- What the task requires:
All lines in the entries below that hold "main" make up the answer.

### Data for this exercise

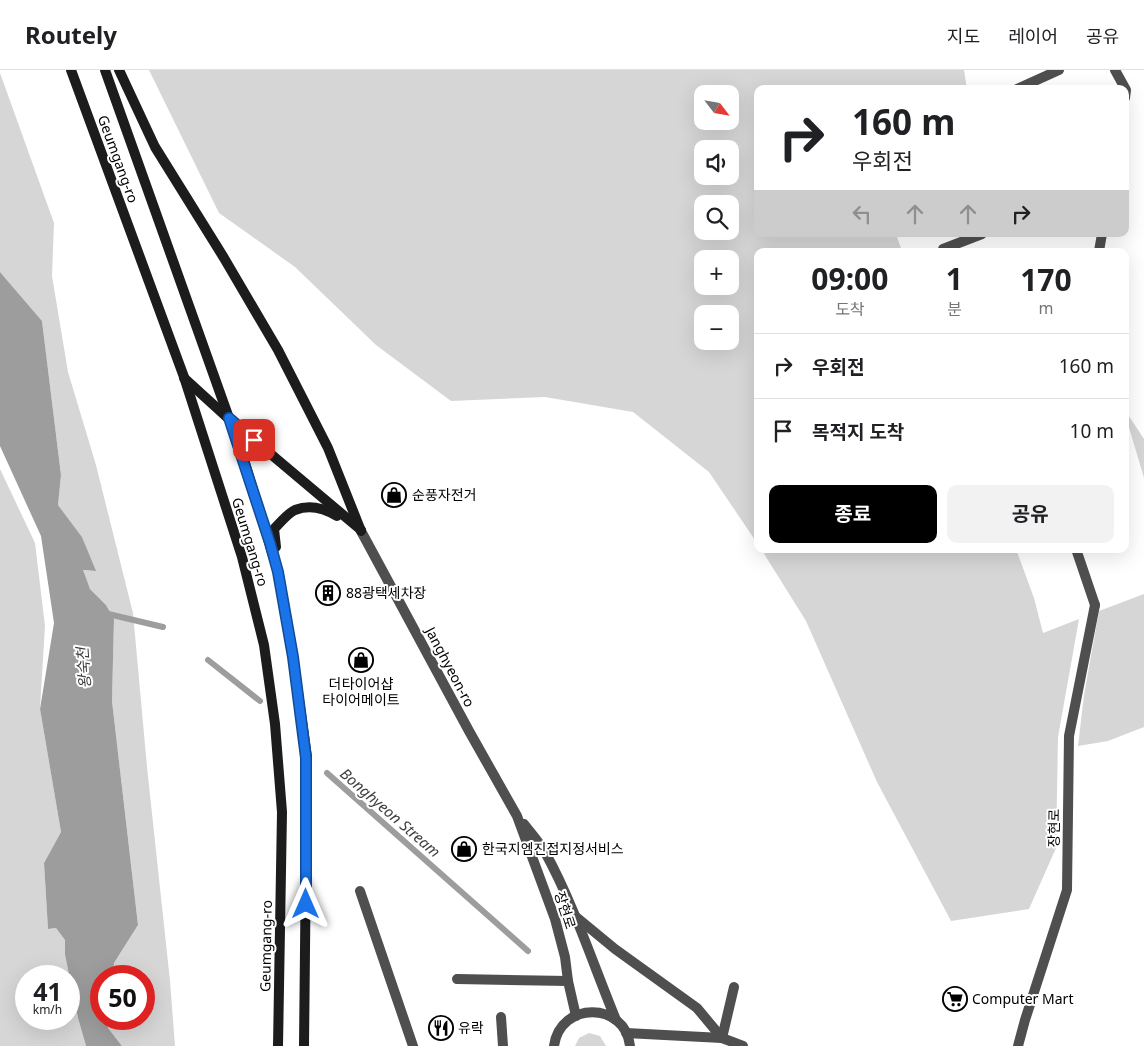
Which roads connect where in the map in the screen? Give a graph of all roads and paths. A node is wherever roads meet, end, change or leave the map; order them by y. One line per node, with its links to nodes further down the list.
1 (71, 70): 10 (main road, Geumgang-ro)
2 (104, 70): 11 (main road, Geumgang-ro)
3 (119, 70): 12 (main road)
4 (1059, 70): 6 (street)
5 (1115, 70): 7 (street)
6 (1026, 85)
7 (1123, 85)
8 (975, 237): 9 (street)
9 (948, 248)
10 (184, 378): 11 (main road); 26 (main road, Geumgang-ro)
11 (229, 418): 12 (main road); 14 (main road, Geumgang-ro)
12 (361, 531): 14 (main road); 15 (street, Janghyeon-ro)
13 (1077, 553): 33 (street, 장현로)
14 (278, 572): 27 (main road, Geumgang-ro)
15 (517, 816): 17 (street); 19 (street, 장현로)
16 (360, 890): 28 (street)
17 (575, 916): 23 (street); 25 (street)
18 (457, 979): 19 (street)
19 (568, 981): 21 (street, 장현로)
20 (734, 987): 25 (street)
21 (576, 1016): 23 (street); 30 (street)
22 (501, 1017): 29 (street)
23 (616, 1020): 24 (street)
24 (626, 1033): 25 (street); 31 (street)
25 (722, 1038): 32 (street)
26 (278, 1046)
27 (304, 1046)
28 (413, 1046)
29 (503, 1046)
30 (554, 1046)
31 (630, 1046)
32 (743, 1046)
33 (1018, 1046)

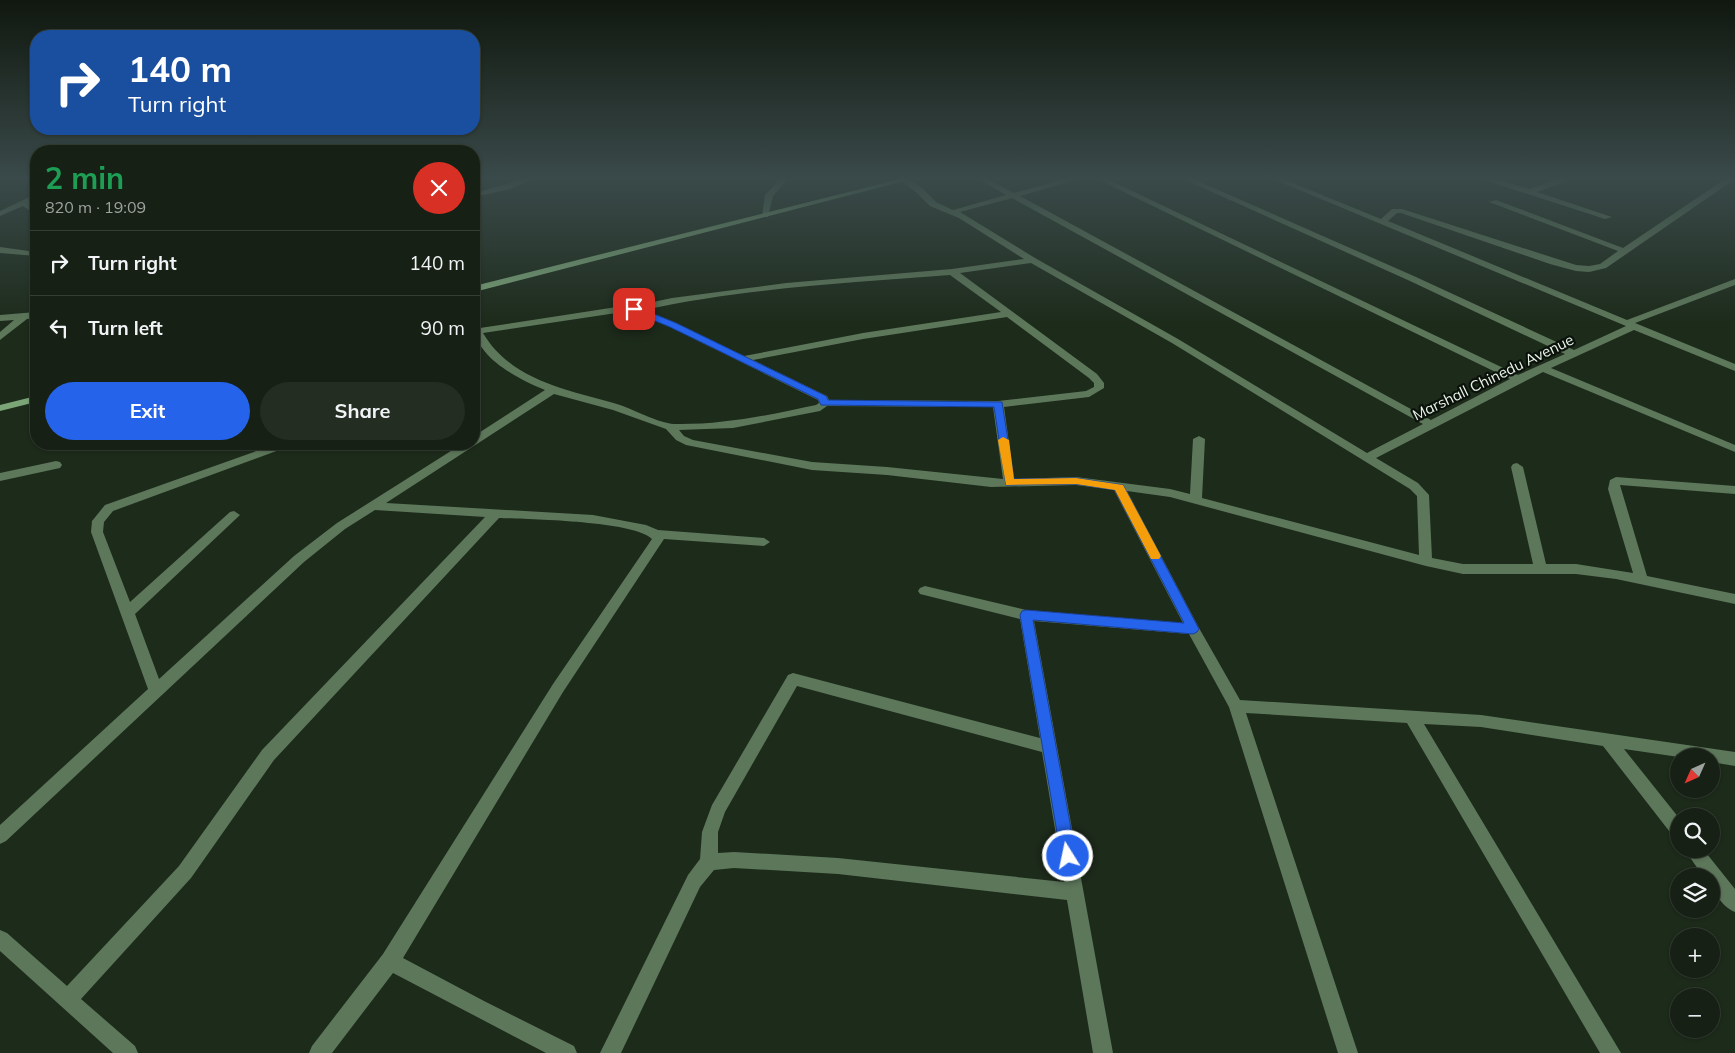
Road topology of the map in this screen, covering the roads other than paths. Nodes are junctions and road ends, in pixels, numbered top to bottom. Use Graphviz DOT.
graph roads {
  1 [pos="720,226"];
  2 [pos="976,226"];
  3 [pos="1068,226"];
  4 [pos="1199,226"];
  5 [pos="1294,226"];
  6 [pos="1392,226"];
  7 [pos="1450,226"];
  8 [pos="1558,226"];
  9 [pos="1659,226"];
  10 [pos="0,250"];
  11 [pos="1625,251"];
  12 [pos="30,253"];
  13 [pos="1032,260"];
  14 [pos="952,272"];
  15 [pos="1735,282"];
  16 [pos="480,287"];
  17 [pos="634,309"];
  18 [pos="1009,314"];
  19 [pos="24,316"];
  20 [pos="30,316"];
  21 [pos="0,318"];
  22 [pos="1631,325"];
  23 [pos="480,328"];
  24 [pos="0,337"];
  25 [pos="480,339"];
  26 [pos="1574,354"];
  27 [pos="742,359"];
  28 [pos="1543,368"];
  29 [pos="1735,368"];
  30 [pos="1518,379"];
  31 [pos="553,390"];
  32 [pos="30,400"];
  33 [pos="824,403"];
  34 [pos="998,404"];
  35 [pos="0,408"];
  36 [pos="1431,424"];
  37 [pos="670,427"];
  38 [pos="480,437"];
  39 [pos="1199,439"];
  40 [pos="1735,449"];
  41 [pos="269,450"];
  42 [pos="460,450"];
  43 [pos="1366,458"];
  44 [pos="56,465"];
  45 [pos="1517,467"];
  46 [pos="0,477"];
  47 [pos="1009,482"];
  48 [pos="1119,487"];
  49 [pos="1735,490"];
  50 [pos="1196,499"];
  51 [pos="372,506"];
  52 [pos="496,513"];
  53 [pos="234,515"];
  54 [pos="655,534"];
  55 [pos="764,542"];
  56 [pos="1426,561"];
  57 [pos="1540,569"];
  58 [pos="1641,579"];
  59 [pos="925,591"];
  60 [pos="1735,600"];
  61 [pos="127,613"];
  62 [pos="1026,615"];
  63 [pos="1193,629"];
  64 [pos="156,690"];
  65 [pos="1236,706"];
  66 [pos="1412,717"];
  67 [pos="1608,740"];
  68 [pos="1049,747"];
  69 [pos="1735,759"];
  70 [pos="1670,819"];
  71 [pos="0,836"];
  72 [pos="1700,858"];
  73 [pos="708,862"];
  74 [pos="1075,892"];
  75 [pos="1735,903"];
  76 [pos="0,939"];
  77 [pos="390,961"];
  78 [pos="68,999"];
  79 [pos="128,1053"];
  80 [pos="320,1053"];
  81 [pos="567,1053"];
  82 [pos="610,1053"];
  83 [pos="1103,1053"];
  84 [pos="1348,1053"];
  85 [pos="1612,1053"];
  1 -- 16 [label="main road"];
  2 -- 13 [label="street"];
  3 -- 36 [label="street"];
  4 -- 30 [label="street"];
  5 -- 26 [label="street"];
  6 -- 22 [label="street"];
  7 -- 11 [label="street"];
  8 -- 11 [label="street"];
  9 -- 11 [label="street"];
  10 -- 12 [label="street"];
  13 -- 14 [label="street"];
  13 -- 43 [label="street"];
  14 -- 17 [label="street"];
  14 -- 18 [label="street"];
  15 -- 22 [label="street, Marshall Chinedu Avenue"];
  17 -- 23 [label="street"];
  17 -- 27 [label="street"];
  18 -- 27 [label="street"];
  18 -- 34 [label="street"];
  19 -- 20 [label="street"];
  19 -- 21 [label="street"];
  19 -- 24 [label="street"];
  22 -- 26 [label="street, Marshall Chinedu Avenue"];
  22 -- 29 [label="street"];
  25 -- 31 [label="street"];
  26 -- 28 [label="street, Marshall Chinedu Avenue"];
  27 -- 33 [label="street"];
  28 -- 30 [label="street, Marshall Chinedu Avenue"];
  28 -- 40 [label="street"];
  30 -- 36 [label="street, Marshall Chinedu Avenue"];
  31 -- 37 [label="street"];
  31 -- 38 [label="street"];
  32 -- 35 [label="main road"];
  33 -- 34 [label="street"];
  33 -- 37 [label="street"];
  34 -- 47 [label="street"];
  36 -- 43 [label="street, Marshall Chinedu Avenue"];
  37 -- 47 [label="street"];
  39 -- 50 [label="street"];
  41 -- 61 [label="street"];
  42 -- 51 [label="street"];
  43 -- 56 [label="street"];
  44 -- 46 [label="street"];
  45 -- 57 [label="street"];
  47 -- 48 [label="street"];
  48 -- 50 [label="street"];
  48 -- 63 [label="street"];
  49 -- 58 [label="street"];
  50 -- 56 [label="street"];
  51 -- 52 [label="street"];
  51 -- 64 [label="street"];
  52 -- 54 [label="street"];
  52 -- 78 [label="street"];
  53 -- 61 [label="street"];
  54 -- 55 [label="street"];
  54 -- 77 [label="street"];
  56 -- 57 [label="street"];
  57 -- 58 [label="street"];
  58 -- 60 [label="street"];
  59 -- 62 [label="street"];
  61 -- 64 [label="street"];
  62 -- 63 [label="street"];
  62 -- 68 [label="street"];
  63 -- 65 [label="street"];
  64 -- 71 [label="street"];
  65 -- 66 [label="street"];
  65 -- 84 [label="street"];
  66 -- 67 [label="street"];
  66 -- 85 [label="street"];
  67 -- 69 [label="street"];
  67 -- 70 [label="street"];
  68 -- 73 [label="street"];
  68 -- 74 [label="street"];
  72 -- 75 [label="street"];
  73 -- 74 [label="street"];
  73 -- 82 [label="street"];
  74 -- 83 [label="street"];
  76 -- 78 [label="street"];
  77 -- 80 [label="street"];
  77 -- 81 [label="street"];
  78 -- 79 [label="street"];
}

######

- Written solution:
1 (71, 70): 10 (main road, Geumgang-ro)
2 (104, 70): 11 (main road, Geumgang-ro)
3 (119, 70): 12 (main road)
10 (184, 378): 11 (main road); 26 (main road, Geumgang-ro)
11 (229, 418): 12 (main road); 14 (main road, Geumgang-ro)
12 (361, 531): 14 (main road); 15 (street, Janghyeon-ro)
14 (278, 572): 27 (main road, Geumgang-ro)
  1 -- 16 [label="main road"];
  32 -- 35 [label="main road"];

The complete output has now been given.